Françoise Coutant, Oubliée, 120 x 200 x 200 cm - métal, résine, papier.

Depuis que les hommes ont pris des pinceaux pour peindre, des outils pour graver ou sculpter, du papier et de l'encre pour écrire, ils ont dépeint la guerre. Mais, lorsqu'il s'agit de trouver des images de paix, la tâche est moins facile.

En Europe, depuis le début de la Renaissance italienne jusqu’à Picasso (1881-1973) au siècle dernier, en passant par Goya (1746-1828) et par le Douanier Rousseau (1844-1910), les peintres ont fixé de façon souvent saisissante cet aspect tragique de la société que l’on prétend, à tort, indissociable de la nature humaine.

Henri Rousseau, dit le Douanier, La guerre, vers 1894, huile sur toile, 144 x 195 cm. [© RMN-Grand Palais (Musée d’Orsay)]

Une sculpture pour la paix

La colombe de Picasso et le rameau d’olivier symbole de la paix quelle portait dans son bec, ont moins marqué les mémoires que sa peinture du désastre de Guernica. L’un des artistes les plus marquants d’un mouvement appelé « Nouveau Réalisme» en Europe, fut Arman (1928-2005). En 1995, la plus grande sculpture qu'il ait jamais réalisée, devant le ministère de la Défense à Beyrouth, s'appelle Espoir de paix.

Arman, Espoir de paix, 1995, sculpture érigée devant le ministère de la défense à Beyrouth, Liban.

On a dit de cette œuvre qu'elle offrait à la fois l'image de la cause et de l'effet, les armes et les ruines qu’elles engendrent. Elle est faite de 78 tanks, de jeeps et de canons coulés dans 5000 tonnes de béton et mesure 32 mètres de haut. Malheureusement, il faut aller à Beyrouth pour la voir, et il ne semble pas qu'elle ait eu le pouvoir de chasser à jamais le spectre de la guerre au Liban.

Il est certainement plus facile, pour les Parisiens, d'aller contempler L'Heure pour tous une autre sculpture d'Arman posée devant la gare Saint-Lazare. Mais il faut espérer que l’heure de la paix viendra avant que les aiguilles de cette accumulation de cadrans à jamais figés ne se remettent en mouvement !
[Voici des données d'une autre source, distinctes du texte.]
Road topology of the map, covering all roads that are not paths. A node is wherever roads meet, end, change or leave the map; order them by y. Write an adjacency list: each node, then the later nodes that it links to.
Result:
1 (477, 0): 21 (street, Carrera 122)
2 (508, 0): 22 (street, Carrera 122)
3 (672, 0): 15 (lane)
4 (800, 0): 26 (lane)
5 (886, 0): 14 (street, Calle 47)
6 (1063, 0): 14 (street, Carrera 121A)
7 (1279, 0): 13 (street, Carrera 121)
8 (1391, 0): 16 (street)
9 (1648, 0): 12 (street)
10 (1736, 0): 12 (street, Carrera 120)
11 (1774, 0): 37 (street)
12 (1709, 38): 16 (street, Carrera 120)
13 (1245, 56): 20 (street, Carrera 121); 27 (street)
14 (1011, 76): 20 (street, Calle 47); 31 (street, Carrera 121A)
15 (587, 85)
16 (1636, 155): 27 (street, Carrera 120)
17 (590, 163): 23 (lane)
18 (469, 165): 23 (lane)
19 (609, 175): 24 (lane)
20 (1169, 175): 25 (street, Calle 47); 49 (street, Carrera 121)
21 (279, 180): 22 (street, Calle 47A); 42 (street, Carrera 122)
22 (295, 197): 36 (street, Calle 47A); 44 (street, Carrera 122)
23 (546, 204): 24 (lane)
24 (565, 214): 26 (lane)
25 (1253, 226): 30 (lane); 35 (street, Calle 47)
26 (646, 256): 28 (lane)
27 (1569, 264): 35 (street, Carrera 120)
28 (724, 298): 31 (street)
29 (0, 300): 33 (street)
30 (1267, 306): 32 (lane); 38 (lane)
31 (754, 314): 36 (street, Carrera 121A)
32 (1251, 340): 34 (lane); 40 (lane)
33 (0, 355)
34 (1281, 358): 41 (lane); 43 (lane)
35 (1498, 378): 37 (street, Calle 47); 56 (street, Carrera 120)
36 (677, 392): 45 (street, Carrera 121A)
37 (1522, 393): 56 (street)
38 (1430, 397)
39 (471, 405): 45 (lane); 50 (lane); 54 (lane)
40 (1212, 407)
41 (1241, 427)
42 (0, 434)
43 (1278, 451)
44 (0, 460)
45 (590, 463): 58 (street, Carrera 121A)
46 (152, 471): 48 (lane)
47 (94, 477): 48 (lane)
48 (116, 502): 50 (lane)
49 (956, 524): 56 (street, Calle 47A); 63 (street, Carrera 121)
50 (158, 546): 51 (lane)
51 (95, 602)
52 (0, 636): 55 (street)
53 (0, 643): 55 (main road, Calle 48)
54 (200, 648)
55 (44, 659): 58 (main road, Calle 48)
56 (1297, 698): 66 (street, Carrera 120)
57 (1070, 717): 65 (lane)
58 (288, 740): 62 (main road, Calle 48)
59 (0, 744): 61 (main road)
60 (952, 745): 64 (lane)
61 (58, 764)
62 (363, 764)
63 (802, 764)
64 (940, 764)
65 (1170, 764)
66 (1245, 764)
La paix n’est pas quelque chose que seuls les gouvernements peuvent décréter, comme la guerre. Elle est impossible si elle ne commence pas dans le cœur des hommes et des femmes ordinaires. C'est là, depuis son origine, le message du bouddhisme. Il n’y a guère de plus belles images de sérénité que ces visages de bouddhas et de bodhisattvas que l’on peut admirer au musée Guimet, par exemple. Même si la mutilation des membres de certaines de ces statues démontre qu'elles n’ont pas reçu au cours des âges et dans leur pays d'origine le respect qu'elles méritaient.
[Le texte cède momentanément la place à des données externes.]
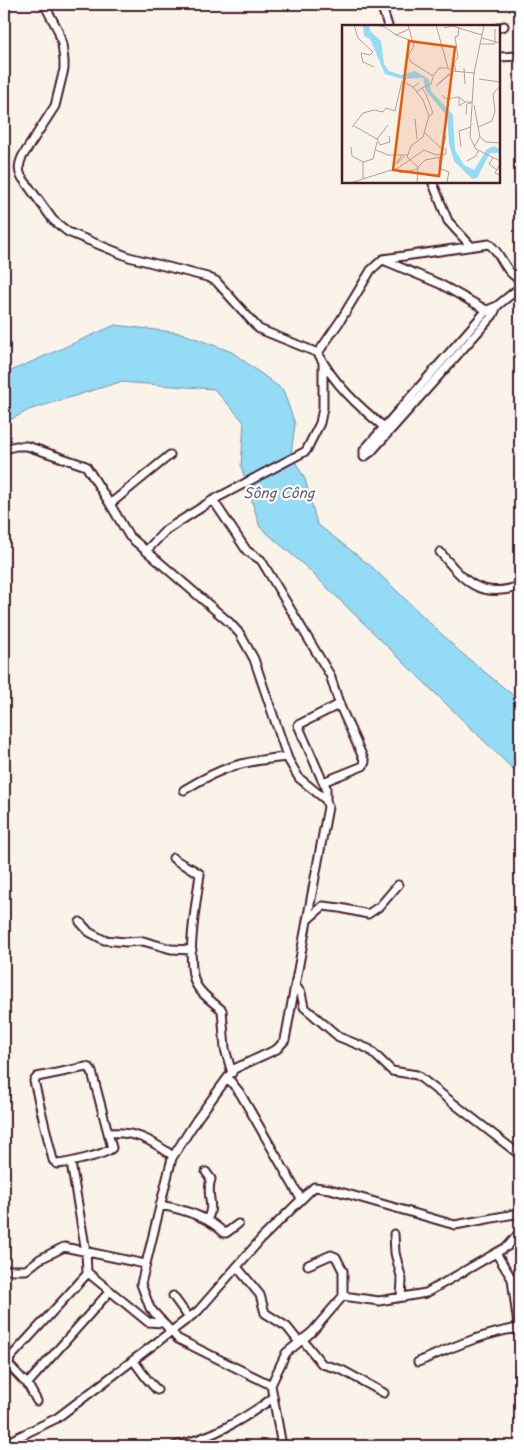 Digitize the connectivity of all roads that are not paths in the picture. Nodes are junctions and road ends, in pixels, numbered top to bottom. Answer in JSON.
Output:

Une approche non dogmatique de l'art

Daisaku Ikeda, président de la Soka Gakkai internationale, s’est entretenu à deux reprises avec André Malraux1 au Japon en 1974, puis à Verrières-le-Buisson, en 1975. L'une des premières questions que lui posa Malraux fut : « De quelle manière votre mouvement s’intéresse-t-il au domaine des arts ? Comme le font certaines organisations religieuses en Europe qui financent des artistes, afin qu'ils peignent un tableau pour leur église ? » Et Daisaku Ikeda répondit : « Pas du tout. Dans notre mouvement, l'important pour les artistes qui pratiquent est de graver la force de la croyance bouddhique dans leur propre vie et de s'en servir pour faire s'épanouir leur propre créativité. »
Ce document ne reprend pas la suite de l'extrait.